CertiK report: $900 million in AML fines; SEC crypto enforcement down 97% year over year

According to a report published on April 28 by blockchain security audit firm CertiK, anti-money laundering (AML) enforcement has replaced securities violations determinations and has become the top regulatory threat facing crypto companies. The report shows that the U.S. Department of Justice and the Financial Crimes Enforcement Network (FinCEN) issued $900 million in AML-related fines in the first half of 2025; in the same period, crypto-asset fines by the U.S. Securities and Exchange Commission (SEC) fell 97% year over year.

Key AML Enforcement Figures and Typical Cases

(Source: CertiK)

According to CertiK’s April 28 report, major AML-related enforcement cases in 2025 include:

OKX: In February 2025, it reached a settlement with the DOJ for $504 million, due to operating a money-transmitting business without a license and violating the Bank Secrecy Act

KuCoin: In January 2025, it paid $297 million, for the same reasons: operating a money-remitting business without a license and violating the Bank Secrecy Act

CertiK’s report states that in 2025, the volume of crypto transactions related to sanctions increased by more than 400% year over year, mainly driven by Russia-linked networks and national stablecoin infrastructure.

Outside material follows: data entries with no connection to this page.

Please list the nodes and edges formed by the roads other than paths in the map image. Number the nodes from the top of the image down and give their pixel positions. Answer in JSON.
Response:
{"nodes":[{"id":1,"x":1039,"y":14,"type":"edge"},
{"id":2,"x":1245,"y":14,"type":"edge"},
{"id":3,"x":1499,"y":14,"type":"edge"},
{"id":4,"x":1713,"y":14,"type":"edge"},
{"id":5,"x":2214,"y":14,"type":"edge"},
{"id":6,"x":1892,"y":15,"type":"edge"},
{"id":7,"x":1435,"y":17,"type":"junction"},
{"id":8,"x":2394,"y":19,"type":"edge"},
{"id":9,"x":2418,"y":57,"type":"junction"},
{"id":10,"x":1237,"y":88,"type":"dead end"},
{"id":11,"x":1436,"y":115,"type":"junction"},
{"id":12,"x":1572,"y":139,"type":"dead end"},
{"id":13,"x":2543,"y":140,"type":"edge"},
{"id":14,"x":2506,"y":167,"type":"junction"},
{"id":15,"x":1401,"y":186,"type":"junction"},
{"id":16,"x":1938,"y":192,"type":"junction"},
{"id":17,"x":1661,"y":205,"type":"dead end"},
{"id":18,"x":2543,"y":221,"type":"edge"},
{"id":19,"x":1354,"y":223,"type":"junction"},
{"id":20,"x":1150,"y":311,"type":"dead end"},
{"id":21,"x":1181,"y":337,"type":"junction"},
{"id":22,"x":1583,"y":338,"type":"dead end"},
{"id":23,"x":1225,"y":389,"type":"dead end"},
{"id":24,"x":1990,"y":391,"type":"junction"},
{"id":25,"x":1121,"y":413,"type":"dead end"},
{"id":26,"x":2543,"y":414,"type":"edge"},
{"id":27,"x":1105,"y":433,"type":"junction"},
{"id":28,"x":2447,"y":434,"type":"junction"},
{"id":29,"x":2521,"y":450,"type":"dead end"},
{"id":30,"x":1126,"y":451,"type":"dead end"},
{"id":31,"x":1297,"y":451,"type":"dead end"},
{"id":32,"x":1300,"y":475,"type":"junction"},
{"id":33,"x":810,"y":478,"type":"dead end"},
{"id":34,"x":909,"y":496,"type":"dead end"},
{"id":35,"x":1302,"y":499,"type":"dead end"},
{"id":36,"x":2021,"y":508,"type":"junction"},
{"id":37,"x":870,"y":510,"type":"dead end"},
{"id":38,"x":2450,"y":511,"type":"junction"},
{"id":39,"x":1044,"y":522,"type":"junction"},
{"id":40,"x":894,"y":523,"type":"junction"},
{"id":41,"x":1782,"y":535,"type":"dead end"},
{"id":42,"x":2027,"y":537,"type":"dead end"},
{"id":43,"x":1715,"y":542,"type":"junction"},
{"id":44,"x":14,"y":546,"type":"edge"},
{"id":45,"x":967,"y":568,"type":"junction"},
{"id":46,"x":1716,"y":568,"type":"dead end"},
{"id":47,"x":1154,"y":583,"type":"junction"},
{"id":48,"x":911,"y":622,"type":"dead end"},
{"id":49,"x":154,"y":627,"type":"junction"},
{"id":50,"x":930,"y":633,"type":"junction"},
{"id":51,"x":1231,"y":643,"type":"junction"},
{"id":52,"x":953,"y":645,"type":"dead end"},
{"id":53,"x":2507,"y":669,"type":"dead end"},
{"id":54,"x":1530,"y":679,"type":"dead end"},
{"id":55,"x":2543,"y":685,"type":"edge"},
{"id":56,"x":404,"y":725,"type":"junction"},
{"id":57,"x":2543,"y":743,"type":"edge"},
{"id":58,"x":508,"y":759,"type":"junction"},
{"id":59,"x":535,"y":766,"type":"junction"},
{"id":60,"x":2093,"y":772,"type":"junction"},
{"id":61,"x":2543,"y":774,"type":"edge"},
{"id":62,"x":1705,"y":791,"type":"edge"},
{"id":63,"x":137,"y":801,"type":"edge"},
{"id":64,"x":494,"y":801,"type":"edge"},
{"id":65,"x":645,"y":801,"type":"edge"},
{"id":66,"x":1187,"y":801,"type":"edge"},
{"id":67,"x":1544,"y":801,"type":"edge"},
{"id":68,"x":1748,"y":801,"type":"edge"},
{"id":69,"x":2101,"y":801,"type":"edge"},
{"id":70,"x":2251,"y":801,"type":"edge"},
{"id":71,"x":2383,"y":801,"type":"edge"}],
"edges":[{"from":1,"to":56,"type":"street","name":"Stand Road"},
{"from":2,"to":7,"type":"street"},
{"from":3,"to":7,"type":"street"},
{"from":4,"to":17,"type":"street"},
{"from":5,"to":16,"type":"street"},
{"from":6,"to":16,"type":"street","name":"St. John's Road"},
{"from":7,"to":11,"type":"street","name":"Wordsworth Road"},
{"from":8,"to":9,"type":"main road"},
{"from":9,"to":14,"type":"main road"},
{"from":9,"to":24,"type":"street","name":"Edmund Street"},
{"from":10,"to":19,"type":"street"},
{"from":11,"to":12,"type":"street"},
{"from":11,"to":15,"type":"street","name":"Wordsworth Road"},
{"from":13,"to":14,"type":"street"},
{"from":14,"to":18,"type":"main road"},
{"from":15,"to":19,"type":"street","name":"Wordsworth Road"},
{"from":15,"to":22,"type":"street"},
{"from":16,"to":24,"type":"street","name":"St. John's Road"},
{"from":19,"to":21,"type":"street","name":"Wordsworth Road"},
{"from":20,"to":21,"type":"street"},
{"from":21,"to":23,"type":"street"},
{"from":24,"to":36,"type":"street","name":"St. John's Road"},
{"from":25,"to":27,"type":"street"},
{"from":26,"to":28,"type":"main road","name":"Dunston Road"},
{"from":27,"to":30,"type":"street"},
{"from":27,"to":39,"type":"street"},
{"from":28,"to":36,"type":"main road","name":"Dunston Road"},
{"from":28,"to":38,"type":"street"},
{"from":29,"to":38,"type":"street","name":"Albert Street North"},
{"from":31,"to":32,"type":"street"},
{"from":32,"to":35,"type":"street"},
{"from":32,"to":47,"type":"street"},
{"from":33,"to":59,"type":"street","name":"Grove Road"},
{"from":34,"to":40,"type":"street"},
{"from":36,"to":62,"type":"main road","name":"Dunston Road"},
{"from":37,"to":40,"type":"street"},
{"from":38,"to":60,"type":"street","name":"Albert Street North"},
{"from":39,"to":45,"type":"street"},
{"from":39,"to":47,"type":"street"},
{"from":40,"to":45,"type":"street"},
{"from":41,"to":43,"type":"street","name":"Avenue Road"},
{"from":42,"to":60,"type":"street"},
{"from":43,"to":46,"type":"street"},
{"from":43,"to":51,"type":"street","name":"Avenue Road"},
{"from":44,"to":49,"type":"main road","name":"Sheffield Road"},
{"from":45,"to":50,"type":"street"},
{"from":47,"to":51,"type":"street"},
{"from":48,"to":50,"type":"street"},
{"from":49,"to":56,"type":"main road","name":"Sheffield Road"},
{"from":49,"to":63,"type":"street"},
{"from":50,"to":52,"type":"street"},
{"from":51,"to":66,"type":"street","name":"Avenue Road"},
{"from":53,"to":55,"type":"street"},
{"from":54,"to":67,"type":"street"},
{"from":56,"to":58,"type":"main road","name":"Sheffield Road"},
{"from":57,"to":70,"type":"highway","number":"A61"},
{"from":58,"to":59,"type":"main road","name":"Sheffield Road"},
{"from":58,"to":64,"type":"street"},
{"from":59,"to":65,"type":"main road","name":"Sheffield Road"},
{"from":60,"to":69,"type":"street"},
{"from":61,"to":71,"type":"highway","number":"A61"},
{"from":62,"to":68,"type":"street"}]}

In the same period, AML fines in Europe surged 767%; in the Asia-Pacific region, regulators have relied more on license revocations and business improvement orders rather than direct monetary penalties.

Global Regulatory Framework Shift: Stablecoins and Basel Standards

According to CertiK’s April 28 report, stablecoin regulation is moving from the design stage into implementation, and major jurisdictions have begun enforcing binding frameworks, including the U.S. “Guiding and Establishing the Stablecoin National Innovation Act (GENIUS Act)” and the EU’s “Markets in Crypto-Assets Regulation (MiCA).”

CertiK’s report explains that the Basel Committee’s prudential standards for crypto assets are planned to take effect on January 1, 2026: assets in Group 2 (including BTC and ETH) face capital occupancy requirements of nearly 100%; assets in Group 1 (including tokenized traditional instruments and eligible stablecoins) apply risk-weight standards. A spokesperson for CertiK’s research team, speaking in an interview with Cointelegraph, said that banks managing digital assets under the oversight of regulators in Singapore and the EU have applied the above adjusted enforcement requirements.

Requirements for Strengthening Smart Contract Security Audits

According to CertiK’s April 28 report, after analyzing the top 100 most heavily targeted protocols, it found that 80% of the protocols had never undergone formal security audits before being attacked, and unaudited protocols accounted for 89.2% of the total loss value. By loss type, events where infrastructure was breached—such as incidents involving private key theft and access control failures—accounted for 76% of losses in 2025 when calculated by value.

In comments to Cointelegraph, a spokesperson for CertiK’s research team said that security audits are shifting from voluntary best practices to statutory or quasi-statutory requirements in major jurisdictions, and are expected to be implemented within two years. When regulators require annual testing or source code reviews, they typically do not specify specific scope to avoid limiting the assessment coverage.

Frequently Asked Questions

Why has AML enforcement replaced the SEC to become the biggest regulatory risk for the crypto industry?

According to CertiK’s April 28 report, SEC fines targeting crypto assets fell 97% year over year in 2025 to $142 million. In the same period, DOJ and FinCEN’s AML fines totaled $900 million, accompanied by an over-400% year-over-year increase in crypto transaction volume related to sanctions, reflecting a shift in enforcement focus from disclosure violations to transaction monitoring and compliance controls.

What are the most significant AML enforcement cases in the crypto industry in 2025?

According to CertiK’s April 28 report, OKX reached a $504 million settlement with the DOJ in February 2025; KuCoin paid $297 million in January 2025; both involve unlicensed money transmission businesses and violations of the Bank Secrecy Act.

What are CertiK’s key findings regarding smart contract security audits?

According to CertiK’s April 28 report, among the top 100 protocols most heavily attacked, 80% had never undergone formal security audits before the attacks, and unaudited protocols accounted for 89.2% of the total loss value. In 2025, 76% of losses by value came from attacks on infrastructure such as private key theft and access control failures.